Hot Pepper, Air Conditioner, and the Farewell Speech: a 3 part intercultural study

hot pepper on stage

In the end, because one of the players bombastically kissed the audience, I realized Hot Pepper may have been more interesting than I suspected. This conclusion came only in retrospect. Why… did I have to work so hard and …stew so long to get it? …to get that it may not be more complicated than this; around the world, folks connect over corporate office culture. Good or Bad, discuss:

Part one: Trad. styled music. Tempo offsetting speech tempo. (nice one!)

Hot Pepper, an office temp’s guide to ‘hosting a going away party’ is hardly glanced at, but its rules followed through and through. Form and protocol rejected and yet adhered to - conversations grasped, extending and repeating because, ‘not much happens of note or inspiration in office culture’. You connect over the protocol of ‘how to mark a departure’. When you leave only then do you reveal …anything.

I wonder if my own ignorance of forms and protocols, of traditions and practices played a part in my feeling annoyed? Could it be that the juxtapositions of English text, Japanese spoken word, lighting design and movement would have been far more accessible to an initiate…or at least a language speaker?

I wish I could pick up on details like the images on the hand fans the players were using. I suspect they alluded to an aspect of Japanese culture and might have been something to consider. Who or what were those figures depicting?...a goddess? an advertisement??

I may be too ready to overlay my own narrative imperative.

Part two: American music. Sexual interplay.

Was the aggressivity modeled on a ‘western’ template?? Was the players evident amusement contrived or choreographed? Chances are good that Chelfitsch Theater is a seasoned enough troop to have made those choices consciously.

I am grateful to the many folks with whom I have had conversations since the show, deconstructing and re-combining in our own way Hot Pepper’s gestural language (eg: walking on heels vs. walking on toes = are we really tiptoeing around the issues or just walking funny). I am also grateful to my taxi-driver. He taught me that inter-cultural connectivity can actually be effective and efficient. He taught me this while he worked to understand his dispatcher – each of them heavy on the accent, thick and patchy over the scritchy citizen’s band radio.

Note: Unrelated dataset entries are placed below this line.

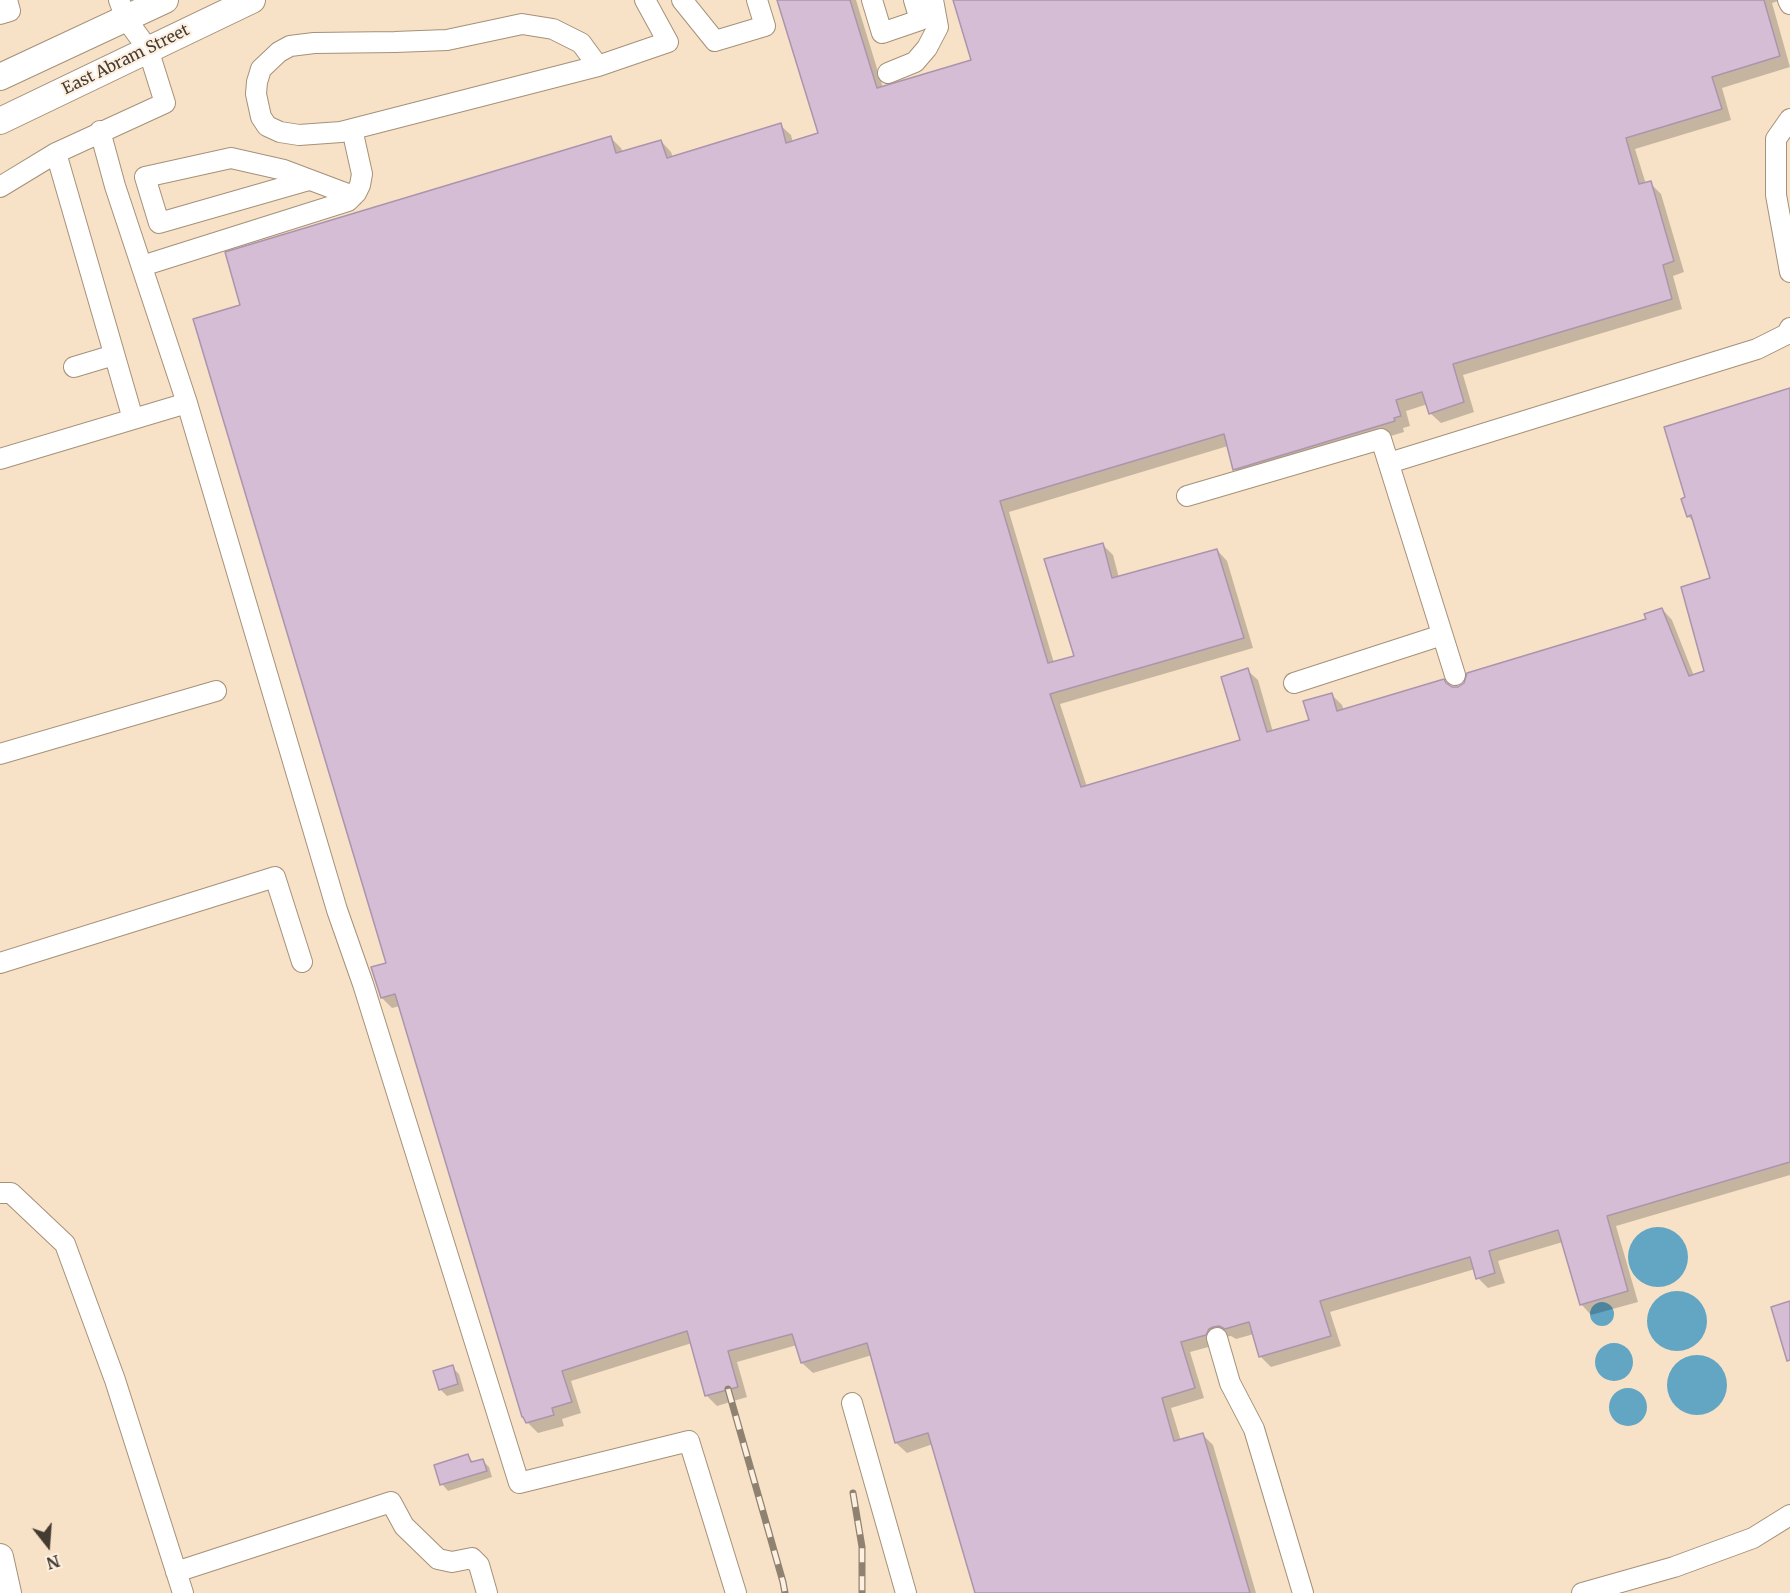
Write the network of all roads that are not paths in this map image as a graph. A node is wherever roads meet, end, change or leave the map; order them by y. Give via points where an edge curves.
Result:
1 (165, 0) edge
2 (252, 0) edge
3 (645, 0) edge
4 (682, 0) edge
5 (757, 0) edge
6 (872, 0) edge
7 (914, 0) edge
8 (933, 0) edge
9 (1788, 0) edge
10 (1790, 4) edge
11 (123, 9) edge
12 (148, 49) junction
13 (598, 66) junction
14 (888, 73) dead end
15 (2, 76) edge
16 (38, 103) junction
17 (1790, 119) edge
18 (0, 121) edge
19 (352, 129) junction
20 (0, 130) edge
21 (100, 131) junction
22 (56, 153) junction
23 (309, 180) junction
24 (0, 187) edge
25 (353, 196) junction
26 (142, 266) junction
27 (1790, 272) edge
28 (1790, 328) edge
29 (114, 355) junction
30 (74, 367) dead end
31 (187, 403) junction
32 (133, 419) junction
33 (0, 459) edge
34 (1389, 463) junction
35 (1188, 496) dead end
36 (1442, 635) junction
37 (1455, 675) dead end
38 (1294, 683) dead end
39 (216, 691) dead end
40 (0, 754) edge
41 (302, 962) dead end
42 (0, 963) edge
43 (0, 1193) edge
44 (1217, 1338) dead end
45 (852, 1402) dead end
46 (1790, 1515) edge
47 (0, 1557) edge
48 (176, 1572) junction
49 (8, 1593) edge
50 (183, 1593) edge
51 (487, 1593) edge
52 (736, 1593) edge
53 (906, 1593) edge
54 (1303, 1593) edge
55 (1582, 1593) edge

1 - 11 main road
2 - 12 main road, East Abram Street
3 - 13 lane via 668,42
4 - 5 lane via 715,41 765,26
6 - 7 lane via 882,33 920,20
8 - 14 lane via 938,27 927,48 915,62
9 - 10 lane
11 - 12 lane
11 - 15 main road
12 - 16 main road, East Abram Street
12 - 21 lane via 165,102
13 - 19 lane
13 - 19 lane via 581,43 553,29 522,24 447,40 302,43 279,52 261,69 256,94 267,126 298,135
16 - 18 main road, East Abram Street
16 - 20 main road
17 - 27 lane via 1776,139 1776,195
19 - 25 lane via 362,174
21 - 22 lane
21 - 26 lane
22 - 24 lane
22 - 29 lane
23 - 23 lane via 231,158 145,177 159,223
23 - 25 lane
25 - 26 lane via 330,207
26 - 31 lane
28 - 34 lane via 1787,334 1757,349
29 - 30 lane
29 - 32 lane
31 - 32 lane
31 - 52 lane via 337,910 519,1483 689,1441
32 - 33 lane
34 - 35 lane via 1381,439
34 - 36 lane
36 - 37 lane
36 - 38 lane
39 - 40 lane
41 - 42 lane via 275,877
43 - 48 lane via 11,1193 65,1244 115,1380
44 - 54 lane via 1230,1383 1254,1429
45 - 53 lane
46 - 55 lane via 1753,1538 1674,1567
47 - 49 main road
48 - 50 lane
48 - 51 lane via 391,1502 404,1526 438,1559 452,1562 472,1558 479,1565

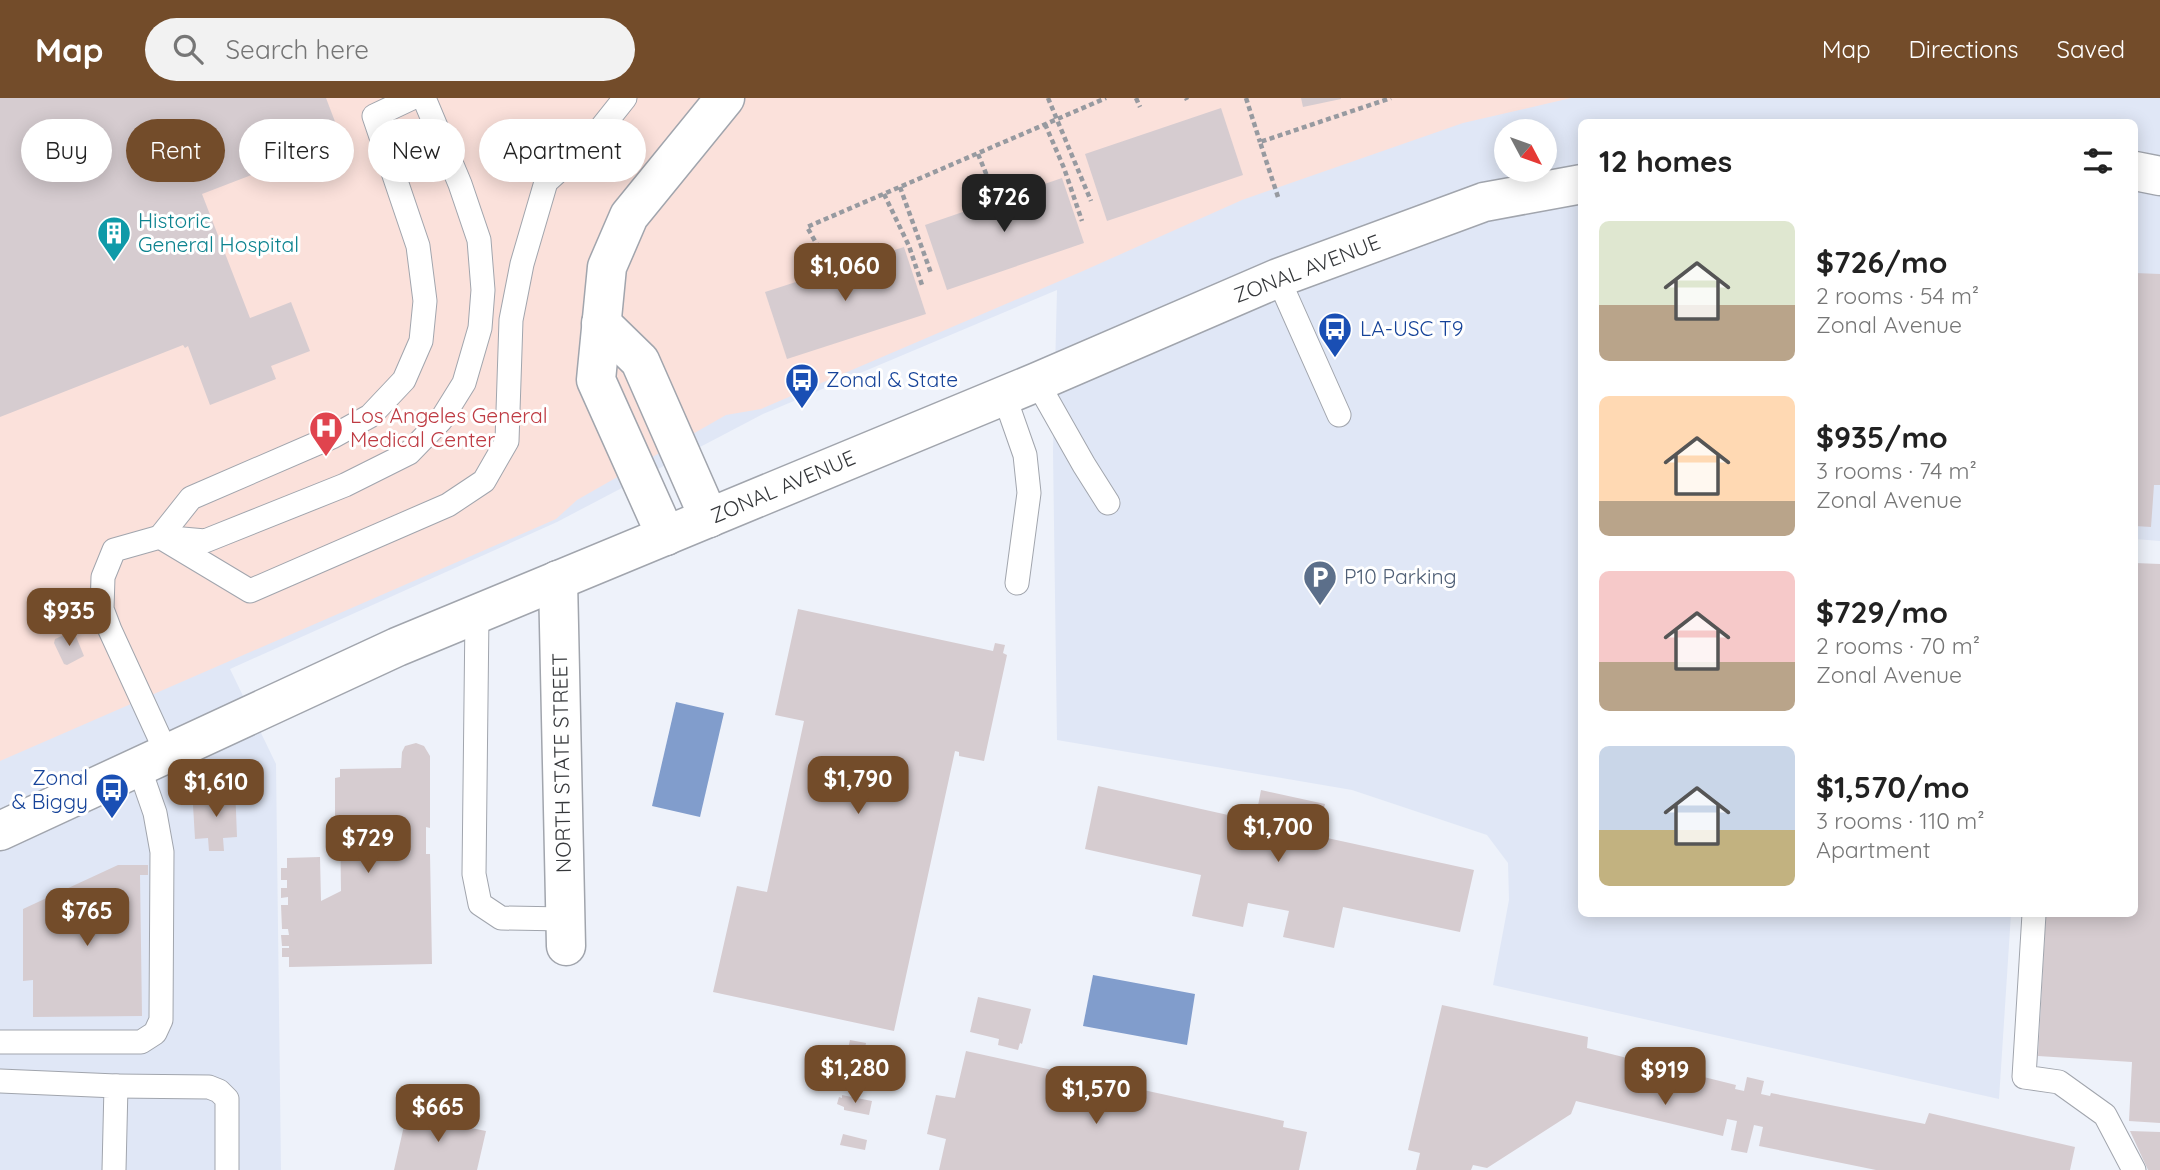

Hot Pepper was in some ways, hard work to take. Is *that what it is like to work in ‘corporate culture’? I think maybe I was left wondering for too long if there was too much to pay attention to …or if I am ignorant.

Part three: The music free jazz. The questions existential.

While I cannot say I enjoyed the show, I do very much appreciate the way how, in the end, small gestures of kindness were rendered, strange and beautiful:

A woman in her favorite pair of high-heels, black, sharp and shiny, gave her farewell speech to the gathered office workers. She described a great length the poetry and poignancy of a moment …the moment when her heel was poised over a cicada…in stretched out time…and a squished creature lay dead on the door mat. It seemed that the experience she had with the bug may have possibly led to insight and I say…to …

filteredlightbeamsofgiggles!!!...
”in with the human/cicada lunch-plate soap-dishwashing connection!...”!